Montgomery County, Md. Executive Isiah Leggett: Council Vice President Hans Riemer: Tommy Heyboer, deputy chief of staff for Riemer; and H.N. Sonny Segal, chief information officer for the county, visited the FCC in May to discuss their concerns, as did Lamar County, Ga. Commissioner Nancy Thrash, and the Georgia County association’s (ACCG) Legislative Associate Kathleen Bowen, who also met with FCC Wireless Bureau staff and Wireline Bureau staff to discuss concerns with two proposed FCC rules.
“We discussed that we all have the same goals,” Bowen said, “but that the decisions need to be made at a local level — this is a home-rule issue — particularly regarding the public right of way.”
Bowen noted that “counties are already compromising with the wireless industry now. Our elected officials understand the public demand. If the FCC rules are implemented as is, we predict some counties will have to hire additional staff to meet the new timelines. During the meeting, we kept going back to how we believe this is a local issue.”
They also discussed their opposition to preempting or limiting local government ability to negotiate wireline providers in the community for certain services or guarantees as part of access to public rights of way. “Many local governments use these negotiations as a vital tool to ensure that educational institutions or low-income communities receive connectivity and are not ‘redlined’ as technological advances reach some neighborhoods, but not others,” they told the agency.
FCC also looking at historic, environmental impediments
The federal agency is also looking at how complying with the National Historic Preservation Act and National Environmental Policy Act impacts the siting process, examining the current process to see if any changes could be made to “minimize costs and delays.” Representatives from State Historic Preservation Offices in 35 states expressed their concerns to the FCC in a conference call May 22.
Currently state and local regulation is a provision in the Communications Act. The agency sought comment on the measure, which they said acknowledges the importance of state and local regulation but, they said the provision should also protect against regulations that impose barriers to entry or are otherwise unreasonable.
In all, the FCC asked for comments on 130 points in the 66-page NPRM and NOI.
The FCC clarified that all comments are due by June 15 and reply comments by July 17. The NOI was published in the Federal Register May 11; the NPRM was published May 16. To avoid confusion, the FCC noted that comments are due 30 days from May 16 and reply comments 60 days from May 16. To comment, visit: https://www.fcc.gov/ecfs/filings/express; in the top line, labeled “Proceedings,” type “17-84."
There is no specific timeline for when the FCC commissioners might put the measures to a vote. “Given the chairman’s emphasis on infrastructure,” an FCC spokesman said, “he is likely to make this a higher priority.”

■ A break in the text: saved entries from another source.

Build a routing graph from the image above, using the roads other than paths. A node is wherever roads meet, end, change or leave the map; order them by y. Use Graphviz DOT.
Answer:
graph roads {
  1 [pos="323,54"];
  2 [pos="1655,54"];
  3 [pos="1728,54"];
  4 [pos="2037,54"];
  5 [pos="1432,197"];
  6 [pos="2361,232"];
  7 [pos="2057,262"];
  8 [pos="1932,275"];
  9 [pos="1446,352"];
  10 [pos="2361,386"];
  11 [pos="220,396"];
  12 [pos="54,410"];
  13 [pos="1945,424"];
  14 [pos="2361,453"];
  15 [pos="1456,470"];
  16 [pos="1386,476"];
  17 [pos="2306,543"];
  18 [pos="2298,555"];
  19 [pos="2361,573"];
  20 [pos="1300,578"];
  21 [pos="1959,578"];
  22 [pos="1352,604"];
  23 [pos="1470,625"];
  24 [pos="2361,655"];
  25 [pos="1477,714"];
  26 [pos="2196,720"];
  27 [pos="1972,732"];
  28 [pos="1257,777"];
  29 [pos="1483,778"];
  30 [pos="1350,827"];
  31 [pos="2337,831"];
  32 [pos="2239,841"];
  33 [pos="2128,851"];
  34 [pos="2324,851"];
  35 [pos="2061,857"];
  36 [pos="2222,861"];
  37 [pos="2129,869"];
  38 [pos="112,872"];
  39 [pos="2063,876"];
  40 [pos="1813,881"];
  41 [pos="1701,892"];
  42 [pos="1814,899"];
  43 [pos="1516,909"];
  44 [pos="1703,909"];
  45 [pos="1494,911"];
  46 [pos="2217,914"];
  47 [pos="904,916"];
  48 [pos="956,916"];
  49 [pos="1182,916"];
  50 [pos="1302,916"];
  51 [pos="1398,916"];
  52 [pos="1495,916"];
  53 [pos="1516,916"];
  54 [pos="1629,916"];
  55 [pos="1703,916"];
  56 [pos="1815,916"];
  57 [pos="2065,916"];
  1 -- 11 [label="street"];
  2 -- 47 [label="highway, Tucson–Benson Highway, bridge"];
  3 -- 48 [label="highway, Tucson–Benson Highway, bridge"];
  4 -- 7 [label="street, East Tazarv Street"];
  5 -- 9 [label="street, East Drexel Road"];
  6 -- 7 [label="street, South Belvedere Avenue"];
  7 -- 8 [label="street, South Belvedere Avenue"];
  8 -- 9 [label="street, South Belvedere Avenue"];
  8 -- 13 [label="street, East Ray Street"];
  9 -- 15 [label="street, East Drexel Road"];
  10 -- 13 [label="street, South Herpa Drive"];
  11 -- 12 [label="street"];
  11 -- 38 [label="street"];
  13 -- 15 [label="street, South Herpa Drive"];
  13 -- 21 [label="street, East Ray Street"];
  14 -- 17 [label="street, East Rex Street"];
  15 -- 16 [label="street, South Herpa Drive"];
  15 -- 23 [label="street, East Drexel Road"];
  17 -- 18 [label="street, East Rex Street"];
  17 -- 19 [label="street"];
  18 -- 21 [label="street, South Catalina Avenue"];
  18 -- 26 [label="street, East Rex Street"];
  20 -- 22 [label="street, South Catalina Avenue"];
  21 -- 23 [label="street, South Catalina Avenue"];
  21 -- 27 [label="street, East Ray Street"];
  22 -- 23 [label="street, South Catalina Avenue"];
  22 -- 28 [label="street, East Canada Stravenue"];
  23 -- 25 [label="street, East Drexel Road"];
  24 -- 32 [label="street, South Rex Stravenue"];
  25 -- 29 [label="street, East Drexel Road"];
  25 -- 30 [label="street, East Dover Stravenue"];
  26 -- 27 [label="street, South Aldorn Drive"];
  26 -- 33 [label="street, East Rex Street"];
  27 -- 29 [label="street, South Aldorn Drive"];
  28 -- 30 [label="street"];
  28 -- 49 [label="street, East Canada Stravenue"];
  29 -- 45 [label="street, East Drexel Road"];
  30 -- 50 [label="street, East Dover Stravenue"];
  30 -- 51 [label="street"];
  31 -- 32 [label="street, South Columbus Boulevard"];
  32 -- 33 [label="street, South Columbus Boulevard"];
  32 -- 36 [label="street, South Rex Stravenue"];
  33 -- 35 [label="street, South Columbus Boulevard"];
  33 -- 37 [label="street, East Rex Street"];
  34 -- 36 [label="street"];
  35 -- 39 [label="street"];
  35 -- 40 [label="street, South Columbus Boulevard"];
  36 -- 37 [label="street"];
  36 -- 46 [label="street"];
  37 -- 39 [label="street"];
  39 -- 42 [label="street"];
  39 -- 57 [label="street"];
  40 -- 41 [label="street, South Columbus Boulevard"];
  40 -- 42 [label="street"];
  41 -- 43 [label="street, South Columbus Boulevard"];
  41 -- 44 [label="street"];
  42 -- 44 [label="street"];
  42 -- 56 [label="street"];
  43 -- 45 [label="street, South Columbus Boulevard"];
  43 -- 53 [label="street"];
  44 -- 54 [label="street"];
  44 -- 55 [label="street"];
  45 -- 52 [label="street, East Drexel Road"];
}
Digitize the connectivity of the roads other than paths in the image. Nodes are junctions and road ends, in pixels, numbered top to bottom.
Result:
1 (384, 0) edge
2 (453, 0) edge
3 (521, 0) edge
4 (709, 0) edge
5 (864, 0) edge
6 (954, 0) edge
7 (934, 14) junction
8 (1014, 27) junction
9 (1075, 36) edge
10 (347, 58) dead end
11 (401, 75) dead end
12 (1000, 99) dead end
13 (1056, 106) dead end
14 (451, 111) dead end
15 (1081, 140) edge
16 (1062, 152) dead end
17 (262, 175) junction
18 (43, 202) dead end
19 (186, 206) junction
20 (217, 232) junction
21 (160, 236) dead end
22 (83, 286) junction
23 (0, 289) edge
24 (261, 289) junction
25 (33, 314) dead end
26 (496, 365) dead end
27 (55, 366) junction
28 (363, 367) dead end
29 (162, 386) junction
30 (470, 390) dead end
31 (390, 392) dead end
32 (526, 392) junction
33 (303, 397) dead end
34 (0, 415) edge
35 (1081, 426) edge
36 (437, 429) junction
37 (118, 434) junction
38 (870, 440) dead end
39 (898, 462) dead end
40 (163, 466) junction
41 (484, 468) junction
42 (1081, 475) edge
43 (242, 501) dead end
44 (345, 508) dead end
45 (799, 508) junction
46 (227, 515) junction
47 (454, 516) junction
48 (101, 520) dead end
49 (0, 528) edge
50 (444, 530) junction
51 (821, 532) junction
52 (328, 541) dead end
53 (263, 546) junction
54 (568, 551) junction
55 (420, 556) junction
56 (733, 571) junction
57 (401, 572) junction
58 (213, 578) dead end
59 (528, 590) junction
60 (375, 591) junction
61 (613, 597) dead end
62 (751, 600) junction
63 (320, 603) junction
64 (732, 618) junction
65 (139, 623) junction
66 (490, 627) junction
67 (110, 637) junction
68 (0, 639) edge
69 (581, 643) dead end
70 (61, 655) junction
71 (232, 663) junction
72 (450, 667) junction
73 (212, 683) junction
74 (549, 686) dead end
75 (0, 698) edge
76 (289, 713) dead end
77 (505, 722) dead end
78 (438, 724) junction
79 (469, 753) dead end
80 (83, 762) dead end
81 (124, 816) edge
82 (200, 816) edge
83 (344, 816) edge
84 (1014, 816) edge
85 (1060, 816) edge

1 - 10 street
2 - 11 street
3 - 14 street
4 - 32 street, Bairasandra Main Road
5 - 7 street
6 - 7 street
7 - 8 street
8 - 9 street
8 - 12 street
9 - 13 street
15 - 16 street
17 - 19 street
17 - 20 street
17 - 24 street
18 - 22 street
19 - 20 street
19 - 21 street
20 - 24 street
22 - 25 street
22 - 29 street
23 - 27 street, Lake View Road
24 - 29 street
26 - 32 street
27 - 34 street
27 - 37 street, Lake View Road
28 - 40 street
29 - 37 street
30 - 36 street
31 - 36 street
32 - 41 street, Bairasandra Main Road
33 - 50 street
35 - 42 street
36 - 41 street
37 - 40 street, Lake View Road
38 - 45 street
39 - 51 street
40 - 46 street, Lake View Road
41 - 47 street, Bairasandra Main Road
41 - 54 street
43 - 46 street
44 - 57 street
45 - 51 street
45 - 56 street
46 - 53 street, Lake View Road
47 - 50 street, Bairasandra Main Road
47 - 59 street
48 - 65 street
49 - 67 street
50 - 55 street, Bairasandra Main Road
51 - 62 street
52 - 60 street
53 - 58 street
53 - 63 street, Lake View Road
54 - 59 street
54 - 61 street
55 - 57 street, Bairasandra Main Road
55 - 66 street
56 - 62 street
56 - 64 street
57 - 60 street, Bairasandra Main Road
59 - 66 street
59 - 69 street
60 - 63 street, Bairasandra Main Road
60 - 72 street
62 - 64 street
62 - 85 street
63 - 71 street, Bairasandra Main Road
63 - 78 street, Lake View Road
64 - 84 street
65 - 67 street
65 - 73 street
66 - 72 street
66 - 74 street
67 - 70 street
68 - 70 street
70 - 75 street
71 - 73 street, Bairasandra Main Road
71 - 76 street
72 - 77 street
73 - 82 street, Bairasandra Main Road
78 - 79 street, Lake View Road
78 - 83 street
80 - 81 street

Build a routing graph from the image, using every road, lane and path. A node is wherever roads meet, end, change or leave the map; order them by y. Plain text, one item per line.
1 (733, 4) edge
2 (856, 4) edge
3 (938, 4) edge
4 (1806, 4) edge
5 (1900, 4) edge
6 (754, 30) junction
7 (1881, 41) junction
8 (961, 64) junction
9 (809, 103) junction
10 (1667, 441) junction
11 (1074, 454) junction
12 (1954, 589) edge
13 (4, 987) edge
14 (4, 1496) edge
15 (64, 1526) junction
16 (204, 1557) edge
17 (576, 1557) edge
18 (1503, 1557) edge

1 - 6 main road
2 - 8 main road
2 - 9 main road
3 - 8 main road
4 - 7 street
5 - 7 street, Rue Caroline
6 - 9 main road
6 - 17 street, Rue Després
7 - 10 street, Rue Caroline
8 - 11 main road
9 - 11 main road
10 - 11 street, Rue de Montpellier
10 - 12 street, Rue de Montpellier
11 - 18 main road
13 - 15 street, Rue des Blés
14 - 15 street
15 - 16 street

Meanwhile state governments are already getting into the act. Virginia, Florida, Colorado and Arizona have all passed legislation further streamlining local regulations. The Florida bill is “a one-way street,” Eric Poole, Florida Association of Counties deputy director of public policy, told a state Senate committee.
“It says the telecommunications industry can come into any county and city, and require us to give them a permit to co-locate one of their small cell packages on any of our utility poles, signs or traffic arm signals,” he said. “We can’t tell them no.”
Virginia State Sen. Chap Petersen (D), a former city council member, said: “We’re telling a for-profit industry we’re going to allow you to supersede all the local zoning regulations. What do we get in return? A comparison has been made to water, power and sewer, but we’re not requiring anything from them [wireless telecommunications companies].”
CTIA, which represents the wireless communications industry, notes that state lawmakers in 19 states have introduced similar legislation.